## Data provided
┄┄┄┄┄┄

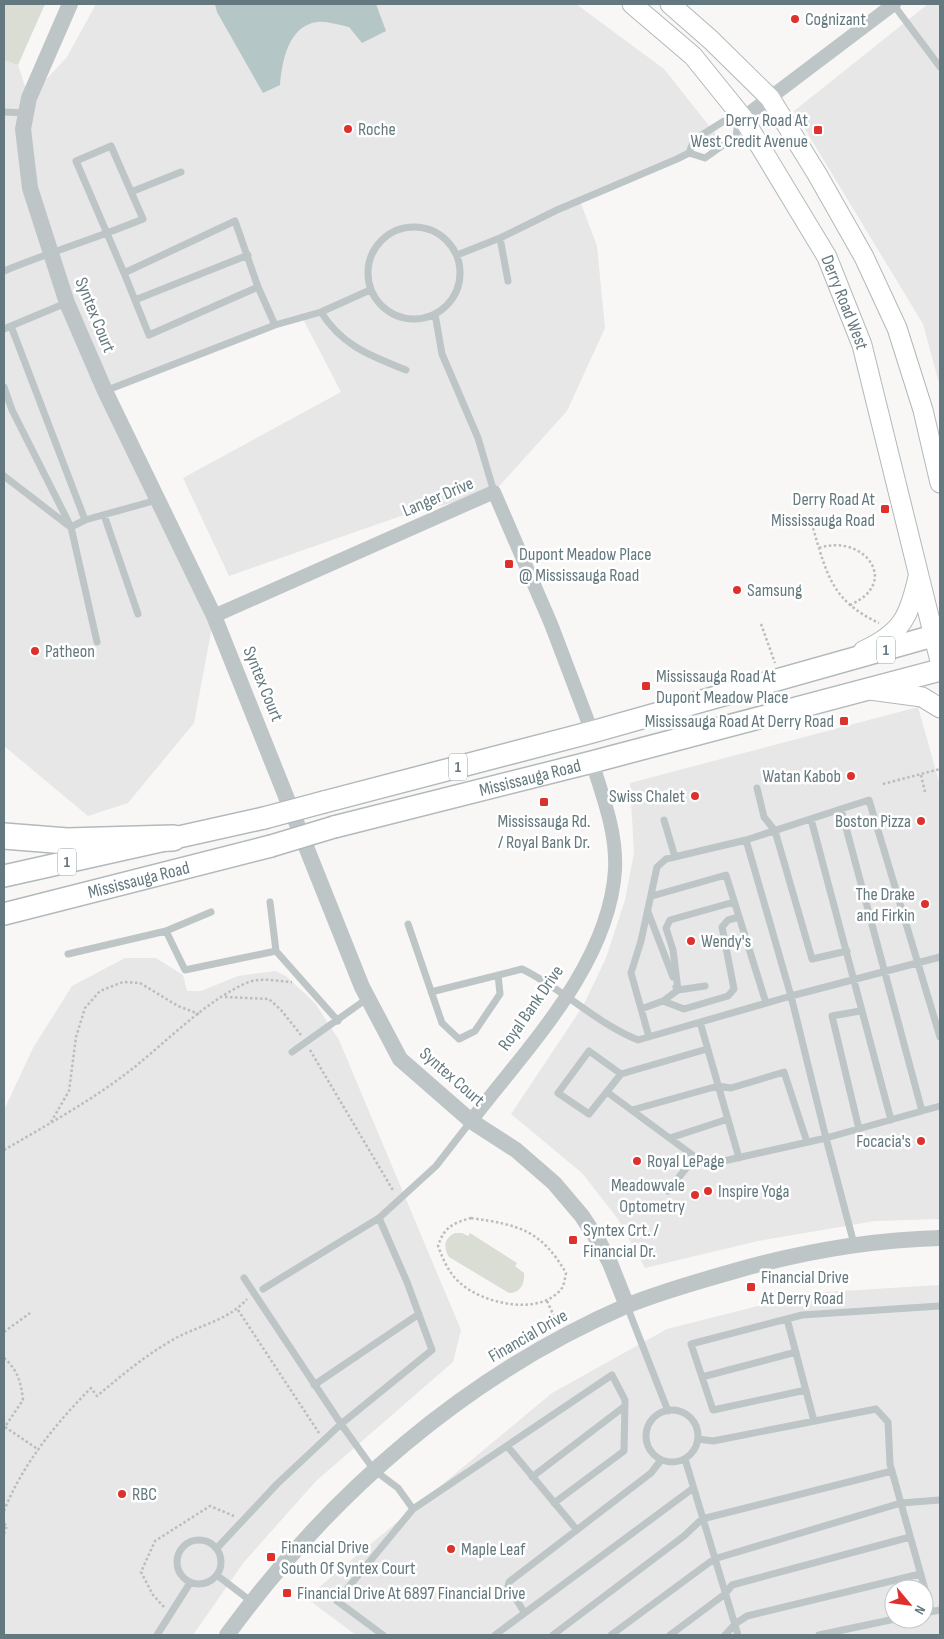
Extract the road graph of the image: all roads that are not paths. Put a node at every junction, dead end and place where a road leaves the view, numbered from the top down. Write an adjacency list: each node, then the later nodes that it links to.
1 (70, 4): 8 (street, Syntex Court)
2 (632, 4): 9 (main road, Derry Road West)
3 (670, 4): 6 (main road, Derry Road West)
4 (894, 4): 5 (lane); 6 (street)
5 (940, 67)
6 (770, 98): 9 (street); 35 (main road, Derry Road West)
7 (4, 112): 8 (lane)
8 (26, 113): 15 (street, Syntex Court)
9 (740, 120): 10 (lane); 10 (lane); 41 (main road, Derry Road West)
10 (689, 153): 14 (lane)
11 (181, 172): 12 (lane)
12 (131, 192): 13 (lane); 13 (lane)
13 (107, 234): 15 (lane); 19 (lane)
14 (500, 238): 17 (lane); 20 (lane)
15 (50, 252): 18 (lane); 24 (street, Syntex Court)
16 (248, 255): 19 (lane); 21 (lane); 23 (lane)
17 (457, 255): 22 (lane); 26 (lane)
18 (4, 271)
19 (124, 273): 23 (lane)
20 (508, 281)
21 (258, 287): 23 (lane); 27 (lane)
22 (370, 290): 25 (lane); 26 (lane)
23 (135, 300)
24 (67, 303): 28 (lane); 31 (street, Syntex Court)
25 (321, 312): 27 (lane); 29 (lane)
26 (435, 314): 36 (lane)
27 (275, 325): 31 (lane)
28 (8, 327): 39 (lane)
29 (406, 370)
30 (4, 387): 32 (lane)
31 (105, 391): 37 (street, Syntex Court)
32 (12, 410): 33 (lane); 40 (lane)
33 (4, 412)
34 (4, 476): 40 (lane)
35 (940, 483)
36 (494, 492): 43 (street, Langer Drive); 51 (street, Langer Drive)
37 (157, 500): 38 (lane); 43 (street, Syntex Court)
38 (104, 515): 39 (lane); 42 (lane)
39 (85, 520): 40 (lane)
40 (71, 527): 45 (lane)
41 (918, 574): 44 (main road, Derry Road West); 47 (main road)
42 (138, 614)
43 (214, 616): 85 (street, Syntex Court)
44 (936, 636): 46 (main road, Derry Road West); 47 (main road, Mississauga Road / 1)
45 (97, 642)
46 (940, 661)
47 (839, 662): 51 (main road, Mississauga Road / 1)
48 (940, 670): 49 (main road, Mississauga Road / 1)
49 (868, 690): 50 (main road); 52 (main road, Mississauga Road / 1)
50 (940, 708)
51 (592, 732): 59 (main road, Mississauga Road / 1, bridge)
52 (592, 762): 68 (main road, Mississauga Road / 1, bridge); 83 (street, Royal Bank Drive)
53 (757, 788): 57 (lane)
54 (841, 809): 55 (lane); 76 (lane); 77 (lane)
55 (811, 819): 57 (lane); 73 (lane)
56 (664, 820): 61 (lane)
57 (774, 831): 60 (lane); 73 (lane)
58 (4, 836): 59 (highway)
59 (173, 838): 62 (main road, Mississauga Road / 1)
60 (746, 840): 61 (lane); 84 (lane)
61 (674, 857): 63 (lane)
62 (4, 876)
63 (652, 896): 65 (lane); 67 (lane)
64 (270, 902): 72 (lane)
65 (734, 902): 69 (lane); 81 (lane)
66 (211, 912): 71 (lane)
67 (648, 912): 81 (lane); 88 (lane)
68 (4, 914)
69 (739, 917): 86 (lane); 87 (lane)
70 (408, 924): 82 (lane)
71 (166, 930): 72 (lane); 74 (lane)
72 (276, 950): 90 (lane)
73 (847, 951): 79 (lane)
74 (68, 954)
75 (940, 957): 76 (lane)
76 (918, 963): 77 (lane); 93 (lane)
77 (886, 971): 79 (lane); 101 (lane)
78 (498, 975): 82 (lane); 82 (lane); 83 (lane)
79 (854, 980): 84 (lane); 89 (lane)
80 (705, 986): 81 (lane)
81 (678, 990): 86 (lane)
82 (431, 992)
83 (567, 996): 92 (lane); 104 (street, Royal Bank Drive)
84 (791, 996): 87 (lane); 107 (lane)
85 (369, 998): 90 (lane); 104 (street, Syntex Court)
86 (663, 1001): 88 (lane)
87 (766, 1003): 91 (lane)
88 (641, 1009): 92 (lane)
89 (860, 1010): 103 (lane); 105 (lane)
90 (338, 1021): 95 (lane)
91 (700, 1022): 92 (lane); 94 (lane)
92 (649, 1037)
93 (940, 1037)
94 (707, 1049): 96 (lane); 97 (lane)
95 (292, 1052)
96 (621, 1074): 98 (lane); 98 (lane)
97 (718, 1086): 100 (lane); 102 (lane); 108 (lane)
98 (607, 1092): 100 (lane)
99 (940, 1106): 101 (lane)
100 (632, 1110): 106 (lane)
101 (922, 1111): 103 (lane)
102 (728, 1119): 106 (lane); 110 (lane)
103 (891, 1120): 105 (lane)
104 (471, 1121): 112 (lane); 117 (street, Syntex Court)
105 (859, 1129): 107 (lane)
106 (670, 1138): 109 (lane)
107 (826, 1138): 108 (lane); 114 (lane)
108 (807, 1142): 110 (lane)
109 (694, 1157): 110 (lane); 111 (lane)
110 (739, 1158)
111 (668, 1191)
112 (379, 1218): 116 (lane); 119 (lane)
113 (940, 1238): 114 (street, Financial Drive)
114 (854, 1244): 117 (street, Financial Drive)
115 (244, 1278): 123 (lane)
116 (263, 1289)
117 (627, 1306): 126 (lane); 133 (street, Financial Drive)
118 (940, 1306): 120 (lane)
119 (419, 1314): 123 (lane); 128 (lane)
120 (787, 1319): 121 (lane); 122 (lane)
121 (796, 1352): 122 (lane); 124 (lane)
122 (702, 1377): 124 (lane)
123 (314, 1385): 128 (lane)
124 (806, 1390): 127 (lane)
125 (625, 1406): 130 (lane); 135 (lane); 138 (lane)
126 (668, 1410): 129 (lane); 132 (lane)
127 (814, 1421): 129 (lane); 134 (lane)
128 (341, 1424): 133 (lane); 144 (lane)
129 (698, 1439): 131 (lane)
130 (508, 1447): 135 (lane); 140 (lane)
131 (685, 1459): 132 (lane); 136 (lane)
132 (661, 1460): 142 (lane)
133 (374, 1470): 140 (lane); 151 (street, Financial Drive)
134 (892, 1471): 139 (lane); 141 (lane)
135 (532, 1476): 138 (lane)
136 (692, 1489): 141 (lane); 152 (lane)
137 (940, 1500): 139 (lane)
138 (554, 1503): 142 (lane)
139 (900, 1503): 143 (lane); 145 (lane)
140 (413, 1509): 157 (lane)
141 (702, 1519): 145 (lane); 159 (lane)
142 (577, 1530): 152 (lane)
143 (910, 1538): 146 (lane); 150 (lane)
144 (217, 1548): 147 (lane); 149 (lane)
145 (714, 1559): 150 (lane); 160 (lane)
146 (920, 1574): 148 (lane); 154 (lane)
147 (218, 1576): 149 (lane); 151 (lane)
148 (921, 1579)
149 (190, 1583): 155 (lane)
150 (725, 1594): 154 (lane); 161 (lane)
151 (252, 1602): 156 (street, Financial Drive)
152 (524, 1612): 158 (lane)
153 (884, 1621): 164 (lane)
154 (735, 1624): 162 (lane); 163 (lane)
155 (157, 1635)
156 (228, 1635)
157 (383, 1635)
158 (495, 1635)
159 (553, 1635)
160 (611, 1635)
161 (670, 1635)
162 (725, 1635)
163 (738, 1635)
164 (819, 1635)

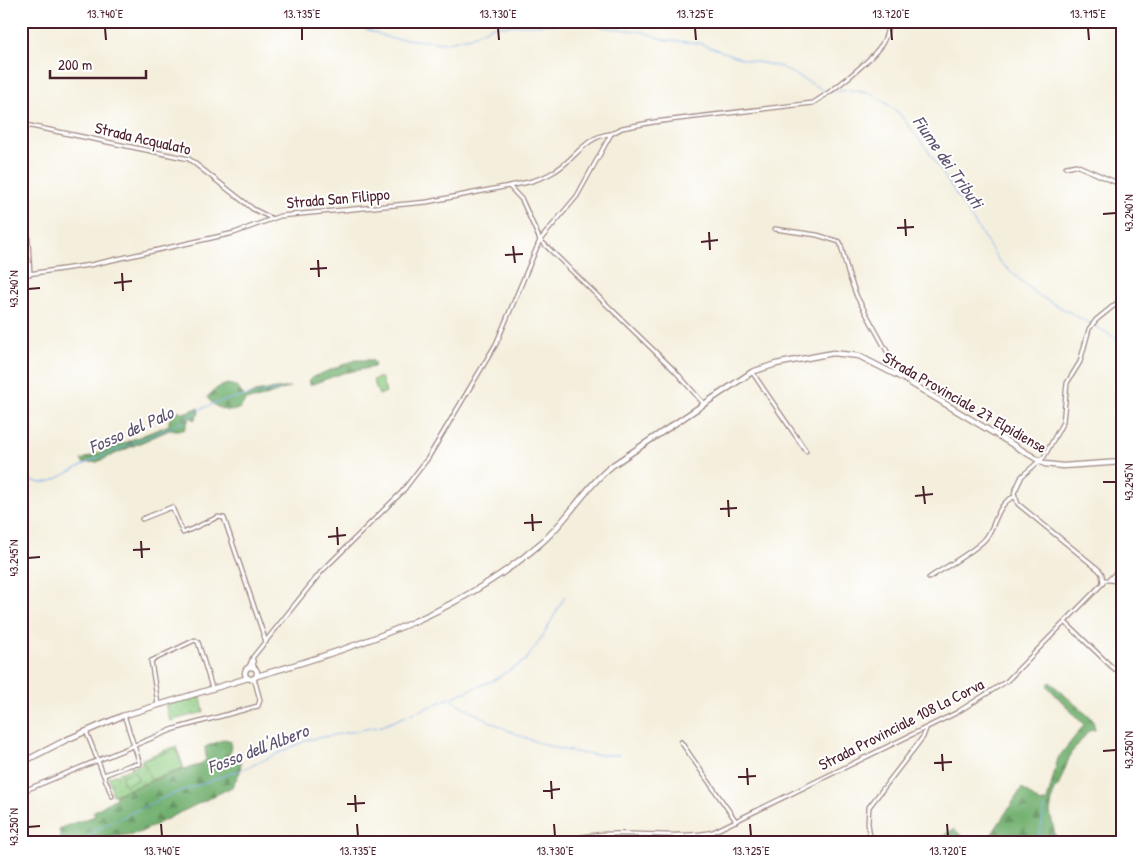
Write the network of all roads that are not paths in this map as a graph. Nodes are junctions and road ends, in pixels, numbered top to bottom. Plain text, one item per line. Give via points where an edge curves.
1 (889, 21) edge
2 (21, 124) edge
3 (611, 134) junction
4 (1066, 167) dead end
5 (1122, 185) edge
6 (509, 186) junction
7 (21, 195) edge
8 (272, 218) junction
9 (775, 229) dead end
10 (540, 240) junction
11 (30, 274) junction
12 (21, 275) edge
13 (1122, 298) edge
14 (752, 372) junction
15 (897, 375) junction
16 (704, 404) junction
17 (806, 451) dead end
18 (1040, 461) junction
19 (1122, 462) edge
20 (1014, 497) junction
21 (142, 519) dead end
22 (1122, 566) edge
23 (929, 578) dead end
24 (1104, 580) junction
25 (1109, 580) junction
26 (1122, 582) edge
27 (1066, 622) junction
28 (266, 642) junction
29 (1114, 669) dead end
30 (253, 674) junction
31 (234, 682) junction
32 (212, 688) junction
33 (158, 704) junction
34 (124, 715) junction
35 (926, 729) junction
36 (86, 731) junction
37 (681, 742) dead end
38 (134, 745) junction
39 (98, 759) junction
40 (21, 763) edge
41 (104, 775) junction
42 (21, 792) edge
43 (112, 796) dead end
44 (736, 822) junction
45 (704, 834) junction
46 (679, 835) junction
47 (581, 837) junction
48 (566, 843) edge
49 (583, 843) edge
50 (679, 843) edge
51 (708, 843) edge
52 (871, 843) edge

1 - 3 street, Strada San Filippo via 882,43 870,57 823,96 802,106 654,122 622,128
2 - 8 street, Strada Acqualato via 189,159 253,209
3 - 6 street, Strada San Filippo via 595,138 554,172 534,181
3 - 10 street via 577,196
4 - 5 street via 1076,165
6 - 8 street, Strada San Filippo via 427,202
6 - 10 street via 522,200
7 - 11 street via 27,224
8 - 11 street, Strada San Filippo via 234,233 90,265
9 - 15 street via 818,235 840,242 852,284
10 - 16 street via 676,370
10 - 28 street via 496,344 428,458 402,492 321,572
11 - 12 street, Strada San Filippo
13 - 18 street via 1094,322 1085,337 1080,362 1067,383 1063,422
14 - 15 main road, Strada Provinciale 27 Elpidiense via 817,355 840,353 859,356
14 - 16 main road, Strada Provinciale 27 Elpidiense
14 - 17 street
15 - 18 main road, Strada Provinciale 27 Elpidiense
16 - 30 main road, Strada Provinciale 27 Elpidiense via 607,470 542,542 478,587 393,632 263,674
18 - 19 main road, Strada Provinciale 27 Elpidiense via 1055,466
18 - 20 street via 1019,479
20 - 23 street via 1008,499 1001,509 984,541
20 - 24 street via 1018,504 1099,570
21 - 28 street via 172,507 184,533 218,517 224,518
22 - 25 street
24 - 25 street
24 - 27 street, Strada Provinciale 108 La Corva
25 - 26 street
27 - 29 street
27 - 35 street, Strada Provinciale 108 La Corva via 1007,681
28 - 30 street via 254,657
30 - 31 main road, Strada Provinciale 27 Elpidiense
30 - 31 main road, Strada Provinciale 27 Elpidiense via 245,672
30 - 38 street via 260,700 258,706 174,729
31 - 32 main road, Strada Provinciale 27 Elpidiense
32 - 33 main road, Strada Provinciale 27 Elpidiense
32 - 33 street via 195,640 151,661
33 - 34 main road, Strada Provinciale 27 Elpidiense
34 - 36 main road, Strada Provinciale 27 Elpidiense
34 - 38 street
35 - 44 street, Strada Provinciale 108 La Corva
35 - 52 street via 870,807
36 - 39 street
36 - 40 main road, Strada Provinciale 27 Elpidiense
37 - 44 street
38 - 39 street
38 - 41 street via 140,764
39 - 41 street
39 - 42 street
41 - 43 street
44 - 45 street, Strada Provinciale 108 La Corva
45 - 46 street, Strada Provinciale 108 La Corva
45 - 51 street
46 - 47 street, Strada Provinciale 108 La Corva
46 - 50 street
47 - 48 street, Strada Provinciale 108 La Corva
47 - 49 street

┄┄┄┄┄┄

## Task brief
If a line in the data above holds the string "Mississauga", report that line.

## Solution to the exercise
44 (936, 636): 46 (main road, Derry Road West); 47 (main road, Mississauga Road / 1)
47 (839, 662): 51 (main road, Mississauga Road / 1)
48 (940, 670): 49 (main road, Mississauga Road / 1)
49 (868, 690): 50 (main road); 52 (main road, Mississauga Road / 1)
51 (592, 732): 59 (main road, Mississauga Road / 1, bridge)
52 (592, 762): 68 (main road, Mississauga Road / 1, bridge); 83 (street, Royal Bank Drive)
59 (173, 838): 62 (main road, Mississauga Road / 1)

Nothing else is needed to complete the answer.